| Exercise directions |
What is needed is a faithful transcription of all the data below, pictures excluded.

+---+

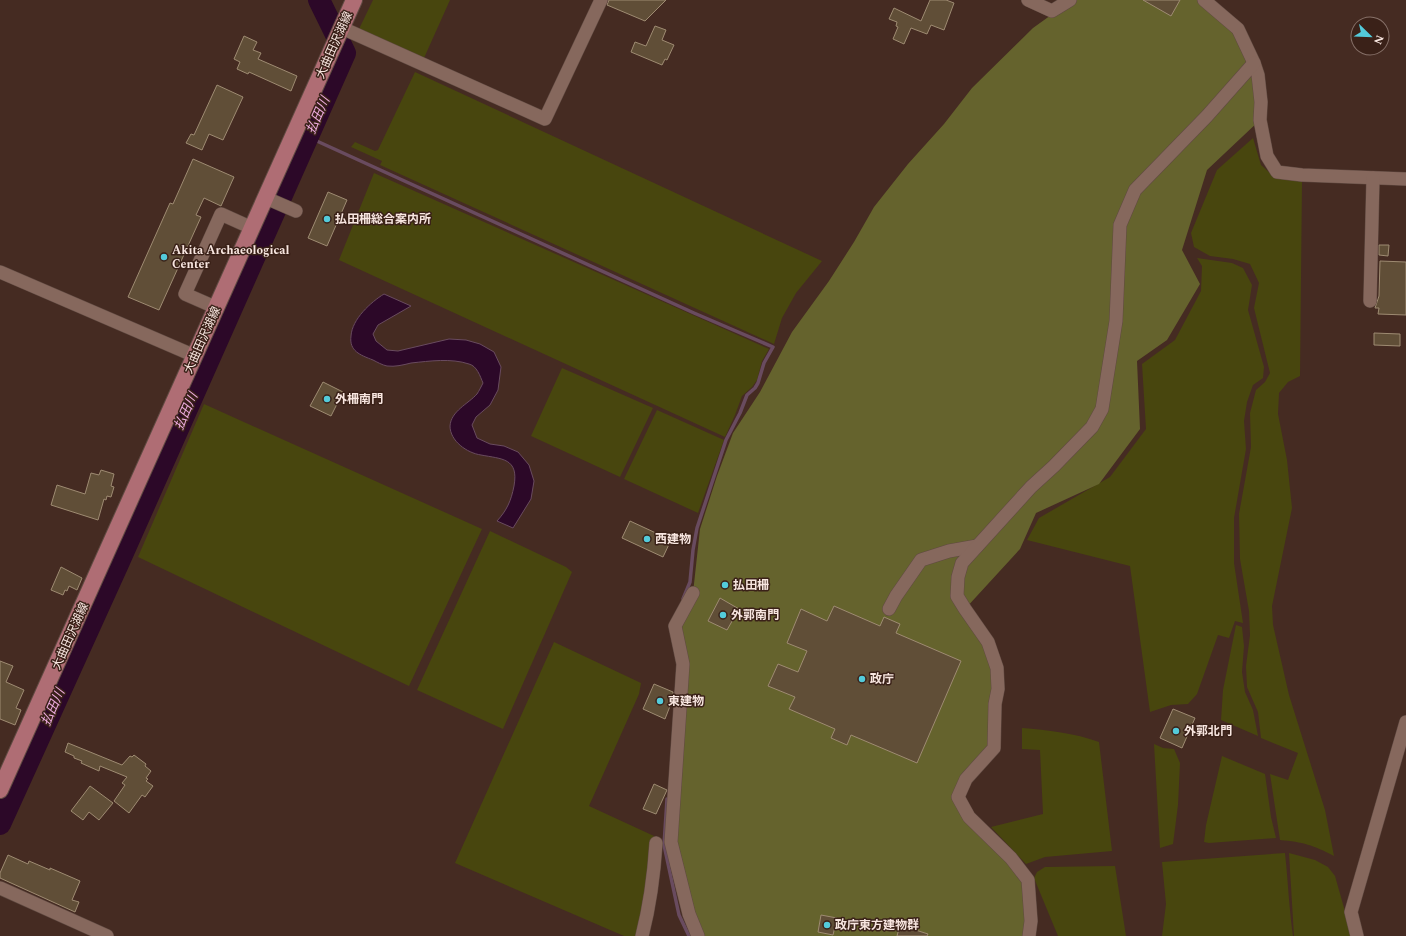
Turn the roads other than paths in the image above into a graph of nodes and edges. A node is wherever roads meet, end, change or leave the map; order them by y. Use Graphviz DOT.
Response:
graph roads {
  1 [pos="354,0"];
  2 [pos="601,0"];
  3 [pos="1028,0"];
  4 [pos="1070,0"];
  5 [pos="1204,0"];
  6 [pos="339,33"];
  7 [pos="1254,64"];
  8 [pos="1373,178"];
  9 [pos="1406,179"];
  10 [pos="266,198"];
  11 [pos="296,210"];
  12 [pos="252,228"];
  13 [pos="0,272"];
  14 [pos="1370,301"];
  15 [pos="217,308"];
  16 [pos="195,356"];
  17 [pos="977,546"];
  18 [pos="693,593"];
  19 [pos="889,609"];
  20 [pos="1406,722"];
  21 [pos="2,783"];
  22 [pos="656,843"];
  23 [pos="0,888"];
  24 [pos="107,936"];
  25 [pos="642,936"];
  26 [pos="698,936"];
  27 [pos="1029,936"];
  28 [pos="1357,936"];
  1 -- 6 [label="main road, 大曲田沢湖線"];
  2 -- 6 [label="street"];
  3 -- 4 [label="street"];
  5 -- 7 [label="street"];
  6 -- 10 [label="main road, 大曲田沢湖線"];
  7 -- 8 [label="street"];
  7 -- 17 [label="street"];
  8 -- 9 [label="street"];
  8 -- 14 [label="street"];
  10 -- 11 [label="street"];
  10 -- 12 [label="main road, 大曲田沢湖線"];
  12 -- 15 [label="main road, 大曲田沢湖線"];
  12 -- 15 [label="street"];
  13 -- 16 [label="street"];
  15 -- 16 [label="main road, 大曲田沢湖線"];
  16 -- 21 [label="main road, 大曲田沢湖線"];
  17 -- 19 [label="street"];
  17 -- 27 [label="street"];
  18 -- 26 [label="street"];
  20 -- 28 [label="street"];
  22 -- 25 [label="street"];
  23 -- 24 [label="street"];
}
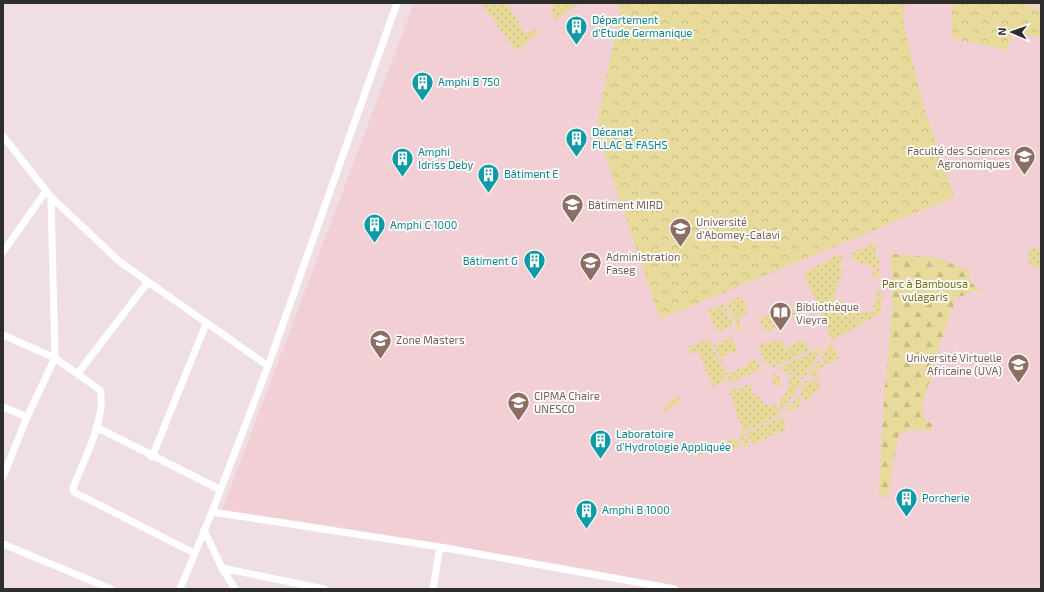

+---+

| Exercise answer |
Turn the roads other than paths in the image above into a graph of nodes and edges. A node is wherever roads meet, end, change or leave the map; order them by y. Use Graphviz DOT.
Response:
graph roads {
  1 [pos="354,0"];
  2 [pos="601,0"];
  3 [pos="1028,0"];
  4 [pos="1070,0"];
  5 [pos="1204,0"];
  6 [pos="339,33"];
  7 [pos="1254,64"];
  8 [pos="1373,178"];
  9 [pos="1406,179"];
  10 [pos="266,198"];
  11 [pos="296,210"];
  12 [pos="252,228"];
  13 [pos="0,272"];
  14 [pos="1370,301"];
  15 [pos="217,308"];
  16 [pos="195,356"];
  17 [pos="977,546"];
  18 [pos="693,593"];
  19 [pos="889,609"];
  20 [pos="1406,722"];
  21 [pos="2,783"];
  22 [pos="656,843"];
  23 [pos="0,888"];
  24 [pos="107,936"];
  25 [pos="642,936"];
  26 [pos="698,936"];
  27 [pos="1029,936"];
  28 [pos="1357,936"];
  1 -- 6 [label="main road, 大曲田沢湖線"];
  2 -- 6 [label="street"];
  3 -- 4 [label="street"];
  5 -- 7 [label="street"];
  6 -- 10 [label="main road, 大曲田沢湖線"];
  7 -- 8 [label="street"];
  7 -- 17 [label="street"];
  8 -- 9 [label="street"];
  8 -- 14 [label="street"];
  10 -- 11 [label="street"];
  10 -- 12 [label="main road, 大曲田沢湖線"];
  12 -- 15 [label="main road, 大曲田沢湖線"];
  12 -- 15 [label="street"];
  13 -- 16 [label="street"];
  15 -- 16 [label="main road, 大曲田沢湖線"];
  16 -- 21 [label="main road, 大曲田沢湖線"];
  17 -- 19 [label="street"];
  17 -- 27 [label="street"];
  18 -- 26 [label="street"];
  20 -- 28 [label="street"];
  22 -- 25 [label="street"];
  23 -- 24 [label="street"];
}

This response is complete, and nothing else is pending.